TASK STATEMENT: Once every line below has been checked for "name", give only the number of lines that have it.

ENTRIES SUPPLIED:
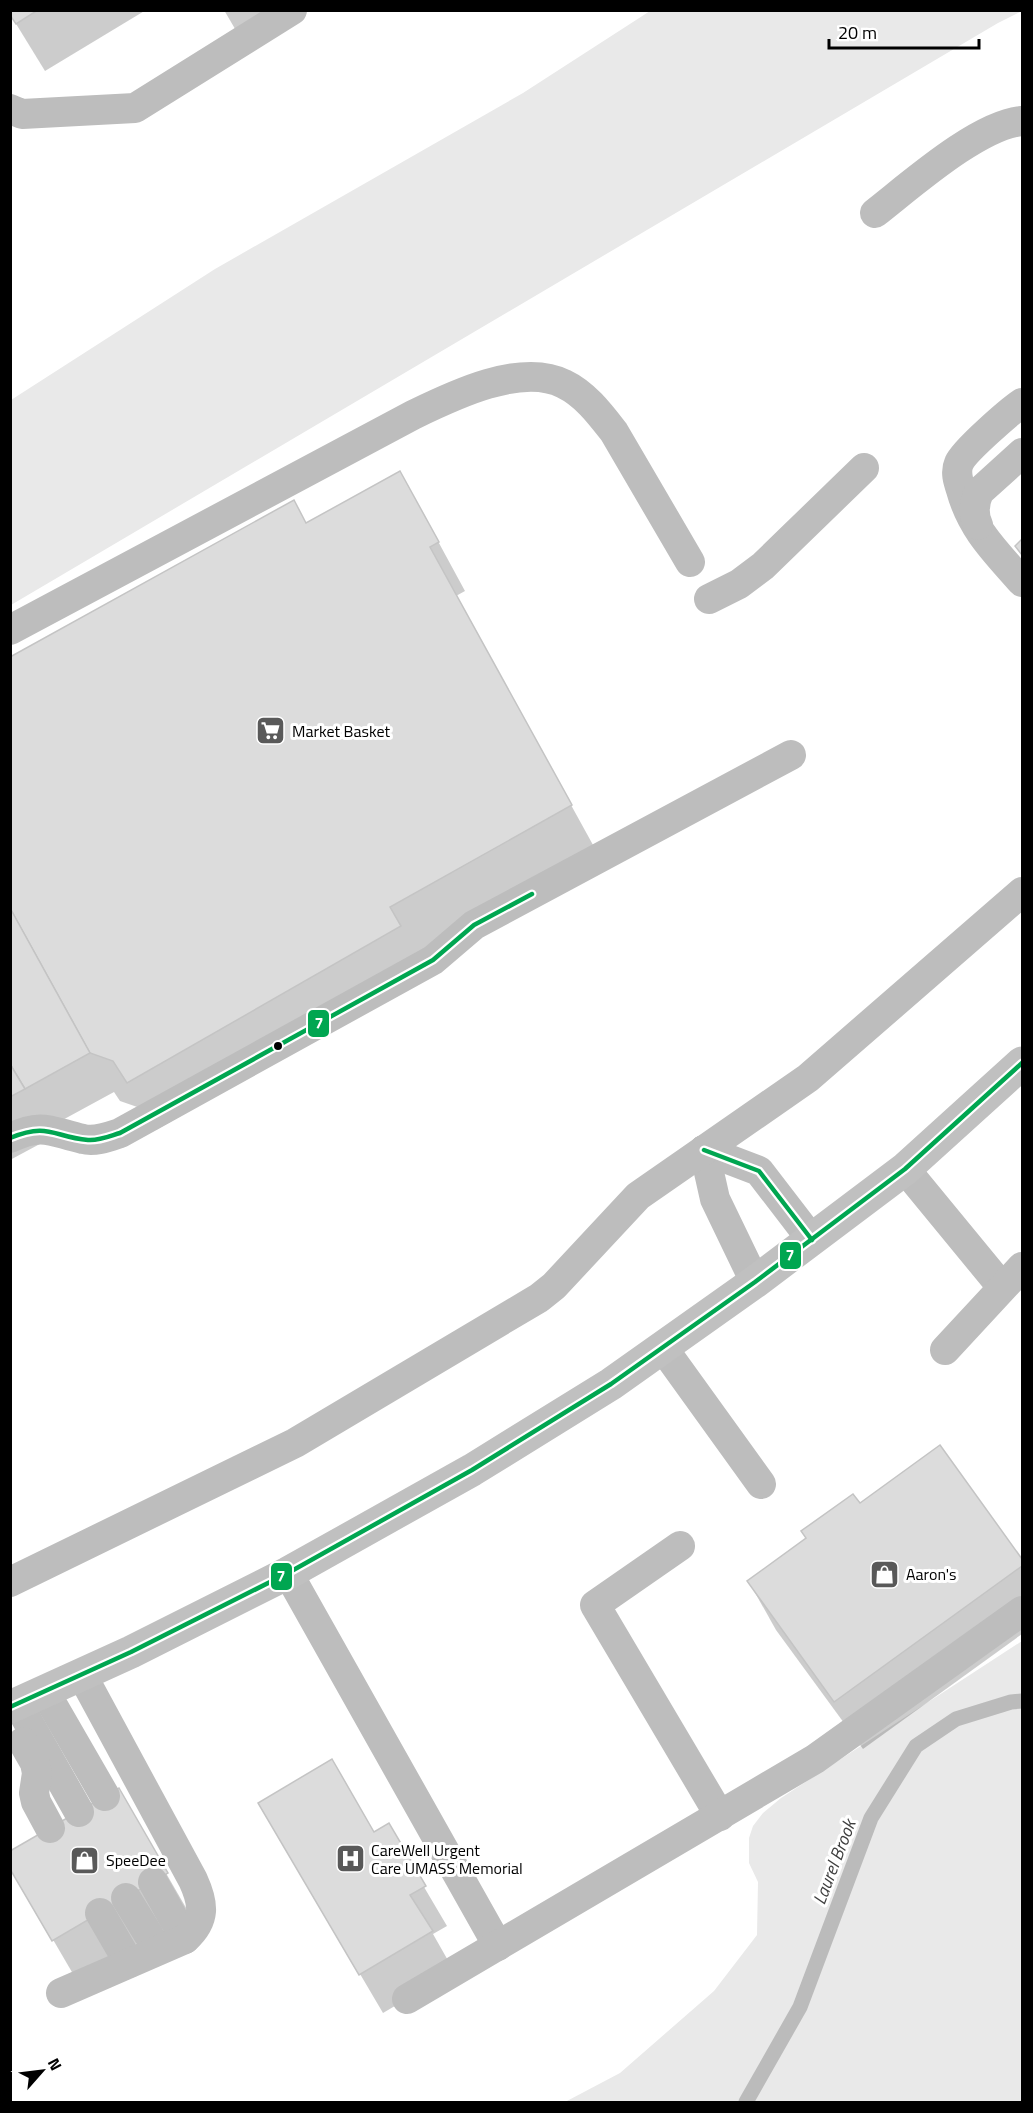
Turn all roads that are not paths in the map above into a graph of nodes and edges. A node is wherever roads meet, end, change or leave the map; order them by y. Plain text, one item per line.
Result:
1 (292, 10) edge
2 (10, 109) edge
3 (1023, 121) edge
4 (875, 213) dead end
5 (1023, 403) edge
6 (1023, 453) edge
7 (864, 468) dead end
8 (983, 537) junction
9 (690, 562) dead end
10 (1023, 582) edge
11 (710, 599) dead end
12 (10, 630) edge
13 (791, 755) dead end
14 (1023, 891) edge
15 (1023, 1063) edge
16 (10, 1138) edge
17 (704, 1149) junction
18 (905, 1169) junction
19 (812, 1240) junction
20 (1012, 1277) edge
21 (755, 1282) junction
22 (663, 1348) junction
23 (945, 1350) dead end
24 (761, 1484) dead end
25 (680, 1545) dead end
26 (288, 1573) junction
27 (10, 1582) edge
28 (1023, 1611) edge
29 (82, 1675) junction
30 (21, 1706) edge
31 (105, 1796) dead end
32 (79, 1812) dead end
33 (720, 1816) junction
34 (50, 1828) dead end
35 (153, 1882) dead end
36 (126, 1898) dead end
37 (100, 1913) dead end
38 (185, 1939) junction
39 (498, 1946) junction
40 (158, 1950) junction
41 (129, 1963) junction
42 (61, 1994) dead end
43 (407, 1999) dead end

1 - 2 lane
3 - 4 lane
5 - 8 lane
6 - 8 lane
7 - 11 lane
8 - 10 lane
9 - 12 lane
13 - 16 lane
14 - 17 lane
15 - 18 main road
17 - 19 lane
17 - 21 lane
17 - 27 lane
18 - 19 main road
18 - 20 lane
19 - 21 main road
20 - 23 lane
21 - 22 main road
22 - 24 lane
22 - 26 main road
25 - 33 lane
26 - 29 main road
26 - 39 lane
28 - 33 lane
29 - 30 main road
29 - 38 lane
30 - 31 lane
30 - 32 lane
30 - 34 lane
33 - 39 lane
35 - 38 lane
36 - 40 lane
37 - 41 lane
38 - 40 lane
39 - 43 lane
40 - 41 lane
41 - 42 lane

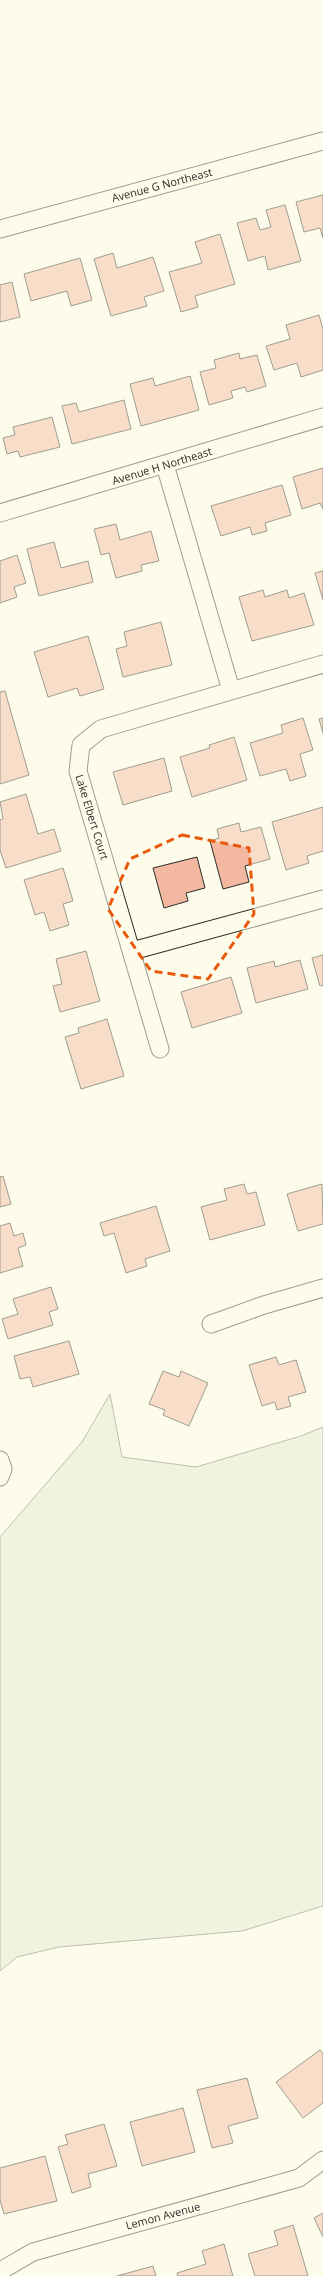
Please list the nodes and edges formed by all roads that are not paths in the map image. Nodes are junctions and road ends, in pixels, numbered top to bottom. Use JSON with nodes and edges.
{"nodes":[{"id":1,"x":323,"y":142,"type":"edge"},
{"id":2,"x":0,"y":229,"type":"edge"},
{"id":3,"x":323,"y":417,"type":"edge"},
{"id":4,"x":165,"y":465,"type":"junction"},
{"id":5,"x":0,"y":513,"type":"edge"},
{"id":6,"x":323,"y":664,"type":"edge"},
{"id":7,"x":231,"y":690,"type":"junction"},
{"id":8,"x":323,"y":899,"type":"edge"},
{"id":9,"x":132,"y":951,"type":"junction"},
{"id":10,"x":160,"y":1048,"type":"dead end"},
{"id":11,"x":323,"y":1288,"type":"edge"},
{"id":12,"x":211,"y":1324,"type":"dead end"},
{"id":13,"x":0,"y":1460,"type":"edge"},
{"id":14,"x":0,"y":1477,"type":"edge"},
{"id":15,"x":323,"y":2160,"type":"edge"},
{"id":16,"x":2,"y":2273,"type":"edge"}],
"edges":[{"from":1,"to":2,"type":"street","name":"Avenue G Northeast"},
{"from":3,"to":4,"type":"street","name":"Avenue H Northeast"},
{"from":4,"to":5,"type":"street","name":"Avenue H Northeast"},
{"from":4,"to":7,"type":"street"},
{"from":6,"to":7,"type":"street","name":"Lake Elbert Court"},
{"from":7,"to":9,"type":"street","name":"Lake Elbert Court"},
{"from":8,"to":9,"type":"street"},
{"from":9,"to":10,"type":"street","name":"Lake Elbert Court"},
{"from":11,"to":12,"type":"street"},
{"from":13,"to":14,"type":"street"},
{"from":15,"to":16,"type":"street","name":"Lemon Avenue"}]}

OUTPUT BELOW: 7